One of the big selling points of docker, for me, is that I can have lots of apps and utils running in nice containers on my dev laptop, without having to install them locally.  This ensures my laptop stays nice and responsive and I don’t clutter/break my laptop with lots of weird dependencies and running processes that I’m then too scared to delete.

Postgres is a good example – I don’t want to install it locally, but I do need access to the command line tools like psql and pg_restore, to be able to work with my databases effectively.

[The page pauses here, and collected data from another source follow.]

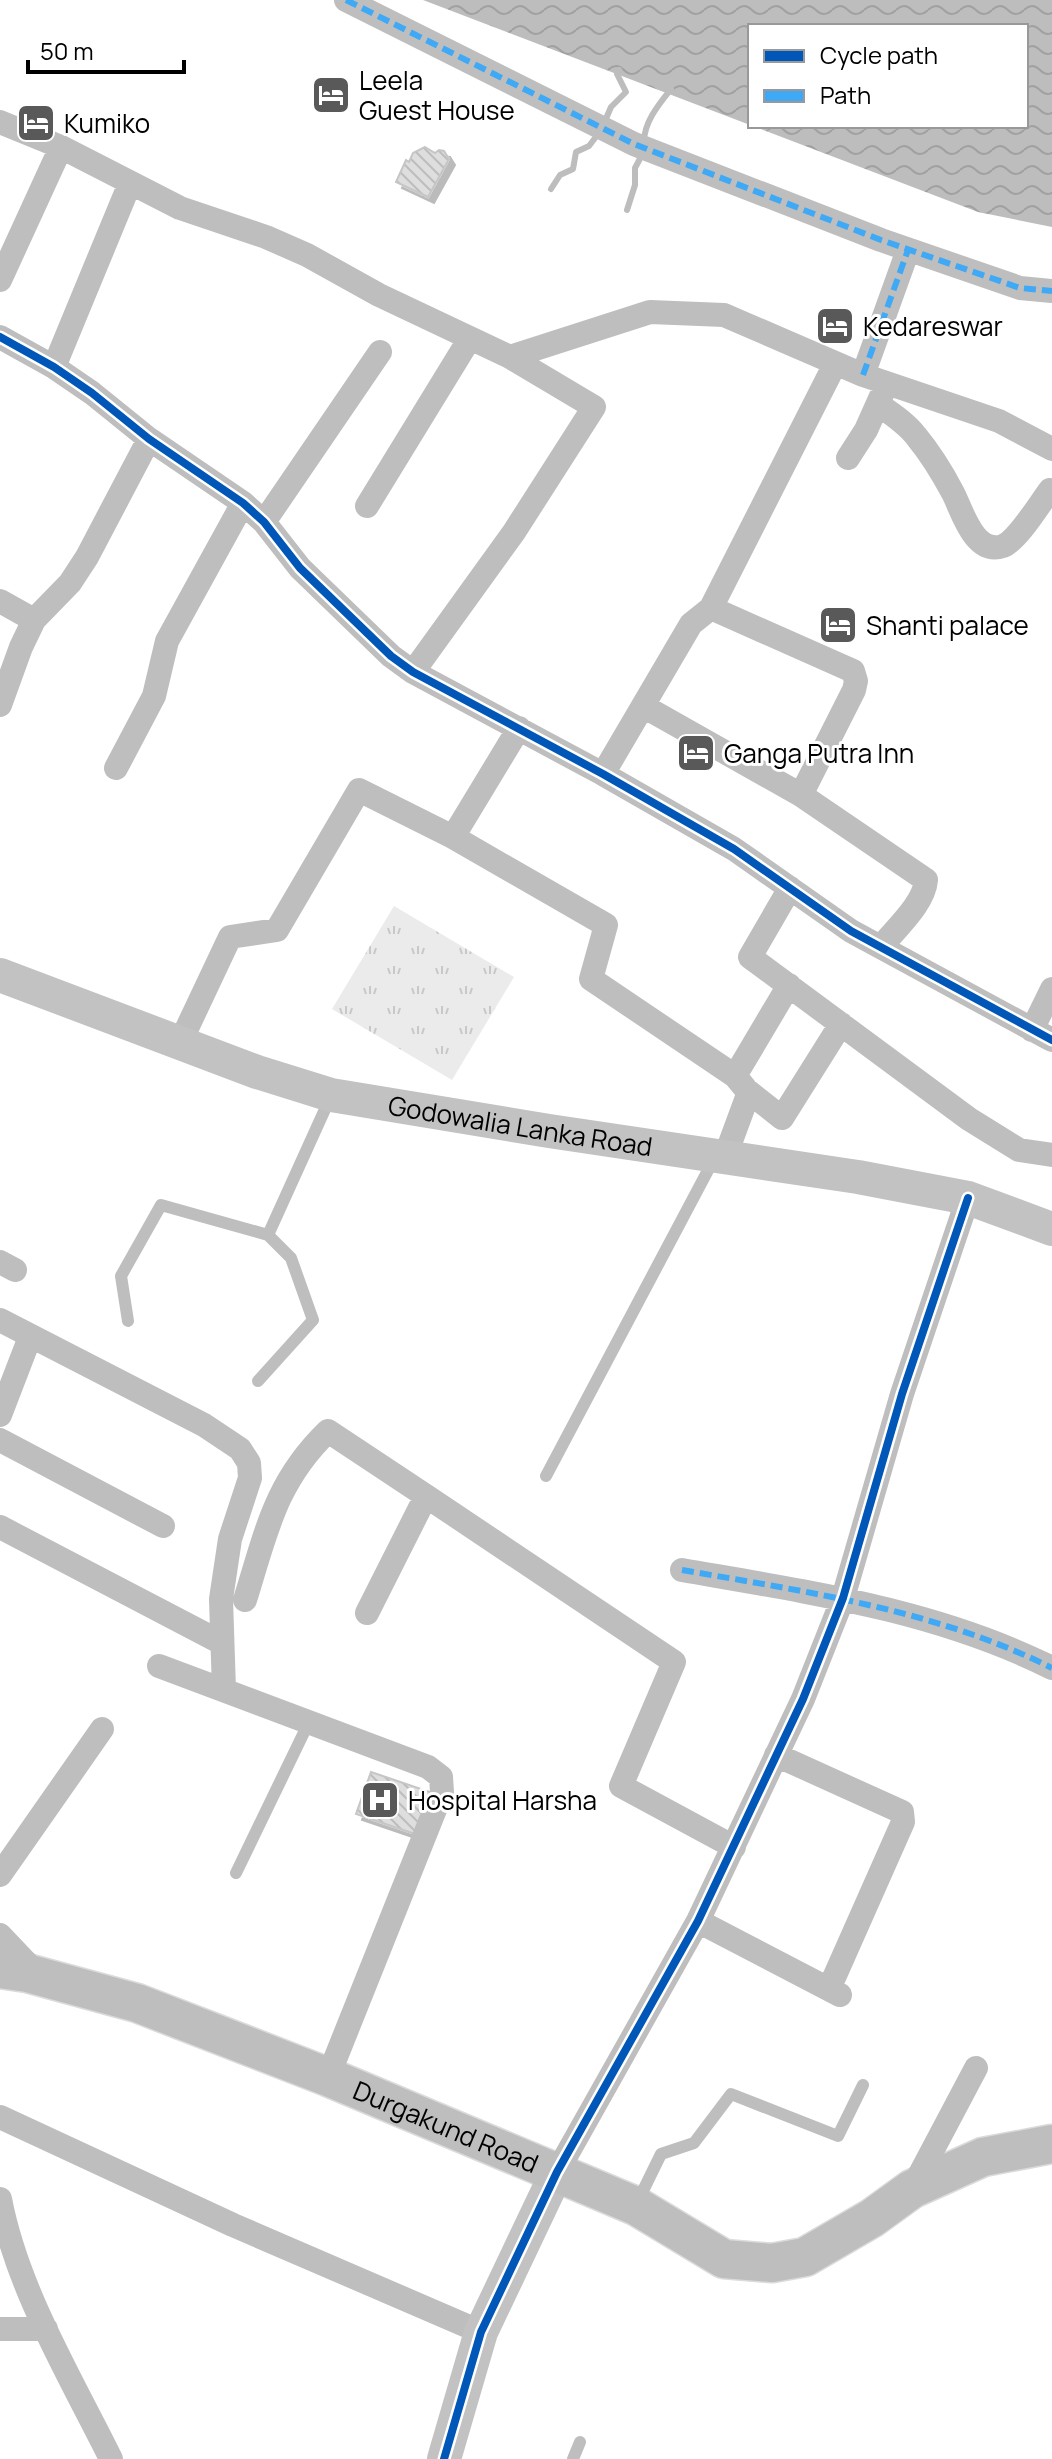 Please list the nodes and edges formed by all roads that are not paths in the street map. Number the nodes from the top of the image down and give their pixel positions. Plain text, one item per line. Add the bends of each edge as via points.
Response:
1 (346, 0) edge
2 (0, 122) edge
3 (61, 147) junction
4 (130, 183) junction
5 (908, 250) junction
6 (0, 280) edge
7 (1052, 291) edge
8 (0, 337) edge
9 (470, 338) junction
10 (380, 352) dead end
11 (510, 357) junction
12 (835, 364) junction
13 (54, 367) junction
14 (876, 387) junction
15 (149, 439) junction
16 (1052, 449) edge
17 (848, 458) dead end
18 (1050, 490) edge
19 (243, 503) junction
20 (367, 506) dead end
21 (264, 522) junction
22 (0, 601) edge
23 (711, 608) junction
24 (34, 620) junction
25 (413, 672) junction
26 (0, 705) edge
27 (643, 706) junction
28 (519, 728) junction
29 (116, 768) dead end
30 (603, 774) junction
31 (801, 795) junction
32 (453, 837) junction
33 (790, 888) junction
34 (881, 947) junction
35 (0, 975) edge
36 (789, 985) junction
37 (1052, 989) edge
38 (841, 1024) junction
39 (1042, 1035) edge
40 (180, 1043) junction
41 (742, 1084) junction
42 (331, 1095) junction
43 (1052, 1155) edge
44 (720, 1156) junction
45 (968, 1198) junction
46 (1052, 1229) edge
47 (268, 1235) junction
48 (0, 1320) edge
49 (128, 1321) dead end
50 (30, 1337) junction
51 (258, 1381) dead end
52 (0, 1415) edge
53 (0, 1440) edge
54 (546, 1476) dead end
55 (426, 1496) junction
56 (163, 1526) dead end
57 (0, 1527) edge
58 (682, 1570) dead end
59 (843, 1598) junction
60 (245, 1600) dead end
61 (367, 1613) dead end
62 (222, 1643) junction
63 (159, 1666) dead end
64 (1052, 1668) edge
65 (224, 1690) junction
66 (309, 1722) junction
67 (102, 1729) dead end
68 (776, 1755) junction
69 (734, 1847) junction
70 (236, 1873) dead end
71 (0, 1875) edge
72 (698, 1921) junction
73 (0, 1935) edge
74 (0, 1969) edge
75 (40, 1977) junction
76 (976, 2068) dead end
77 (328, 2077) junction
78 (863, 2085) dead end
79 (0, 2117) edge
80 (1052, 2144) edge
81 (557, 2172) junction
82 (912, 2189) junction
83 (0, 2199) edge
84 (636, 2206) junction
85 (0, 2329) edge
86 (46, 2329) junction
87 (481, 2332) junction
88 (580, 2442) dead end
89 (111, 2459) edge
90 (444, 2459) edge
91 (573, 2459) edge

1 - 5 street via 634,144
2 - 3 street
3 - 4 street
3 - 6 street
4 - 9 street via 180,208 307,255
4 - 13 street
5 - 7 street via 1020,288
5 - 14 street
8 - 13 street
9 - 11 street
9 - 20 street
10 - 21 street
11 - 12 street via 650,312 724,315
11 - 25 street via 594,407 514,532
12 - 14 street
12 - 23 street
13 - 15 street
14 - 16 street via 999,421
14 - 17 street
14 - 18 street via 915,434 969,528 984,543 1004,546 1013,539
15 - 19 street
15 - 24 street via 87,557
19 - 21 street
19 - 29 street via 167,641 154,696
21 - 25 street via 300,568
22 - 24 street
23 - 27 street via 691,624
23 - 31 street via 853,671 854,690
24 - 26 street
25 - 28 street
27 - 30 street
27 - 31 street
28 - 30 street
28 - 32 street
30 - 33 street via 734,849
31 - 34 street via 926,880 919,899
32 - 40 street via 359,790 277,930 230,937
32 - 41 street via 606,925 591,979
33 - 34 street
33 - 36 street via 750,957
34 - 39 street
35 - 40 street, Godowalia Lanka Road
36 - 38 street
36 - 41 street
37 - 39 street
38 - 41 street via 782,1118
38 - 43 street via 969,1119 1019,1150
40 - 42 street, Godowalia Lanka Road
41 - 44 street
42 - 44 street, Godowalia Lanka Road
42 - 47 lane
44 - 45 street, Godowalia Lanka Road
44 - 54 lane
45 - 46 street, Godowalia Lanka Road
45 - 59 street via 902,1394
47 - 49 lane via 161,1205 121,1276
47 - 51 lane via 291,1258 313,1320
48 - 50 street
50 - 52 street
50 - 62 street via 204,1425 240,1449 249,1463 250,1478 224,1567
53 - 56 street
55 - 60 street via 328,1431 307,1451 281,1491
55 - 61 street
55 - 69 street via 674,1662 621,1786
57 - 62 street
58 - 59 street
59 - 64 street via 922,1617
59 - 68 street
62 - 65 street
63 - 65 street
65 - 66 street
66 - 70 lane
66 - 77 street via 428,1767 441,1777 442,1792
67 - 71 street
68 - 69 street
68 - 72 street via 902,1812 903,1822 834,1992
69 - 72 street
72 - 81 street
73 - 75 street
74 - 75 main road, Durgakund Road
75 - 77 main road, Durgakund Road via 137,2003
76 - 82 street
77 - 81 main road, Durgakund Road
78 - 84 lane via 838,2136 731,2094 694,2143 661,2154
79 - 87 street
80 - 82 main road, Durgakund Road via 983,2157
81 - 84 main road, Durgakund Road
81 - 87 street
82 - 84 main road, Durgakund Road via 805,2257 772,2263 724,2259
83 - 86 street via 13,2248
85 - 86 street
86 - 89 street
87 - 90 street
88 - 91 lane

One way of accessing these tools would be to ssh onto the AWS cloud instances, but there’s a bunch of reasons most pertinently security (not to mention the faff) why you’d want to avoid that every time you want to run some sql.  So let’s look at how we use Docker to ease the pain instead.

Start Me Up

With Docker installed you can build this simple Dockerfile to create a local Postgres container.  The User and Password env vars aren’t strictly required, however, if you want to actually connect to the containerised DB, it’s pretty handy

FROM postgres
ENV POSTGRES_USER postgres
ENV POSTGRES_PASSWORD password
view rawDockerfile hosted with ❤ by GitHub

You can build, run and connect to the container as follows (assumes you are on Mac)

mkdir data-load
vi Dockerfile # Copy Docker commands listed above into your local Dockerfile
docker build -t postgres-db .
docker run -d -v /Users/iainhunter/dev/docker/postgres/data-load:/data-loader -p 5432:5432 postgres-db
docker ps
docker exec -it <imageId> bash
view rawdocker-commands.sh hosted with ❤ by GitHub

Note line 4 where I map the data-load dir I created at line 1 to a new directory called data-loader inside my container.  This means that when I copy the Postgres dump file into my local data-load directory, it will be available to the postgres tools available in the container.

Line 6  allows me to connect to the container, swap the imageId  for your locally running containerID.

Restoring your database with pg_restore

I’ll assume you already have a Postgres database set up within the AWS cloud.  So now we have connected to our container, we can use pg_restore to use restore our dumpfile into AWS (note this command will prompt you for the admin password)

pg_restore –host=<youHost>.eu-west-1.rds.amazonaws.com –port=5432 –username=<yourAdminUser> –password –dbname=<yourDB> /data-loader/dumpfile.dmp
view rawpg_restore_to_aws.sql hosted with ❤ by GitHub

A note on schemas

If you’re doing a partial restore, you may want to restore your dumpfile to a separate schema.  Unfortunately there appears to be no way to do this from the command line.  What you have to do is to rename the public schema, create a new public schema and restore into that, then reverse the process.

This StackOverflow answer outlines the process.

Restore Complete

You should now have a complete restore of your dumpfile in the cloud.  Please add comments if anything is unclear.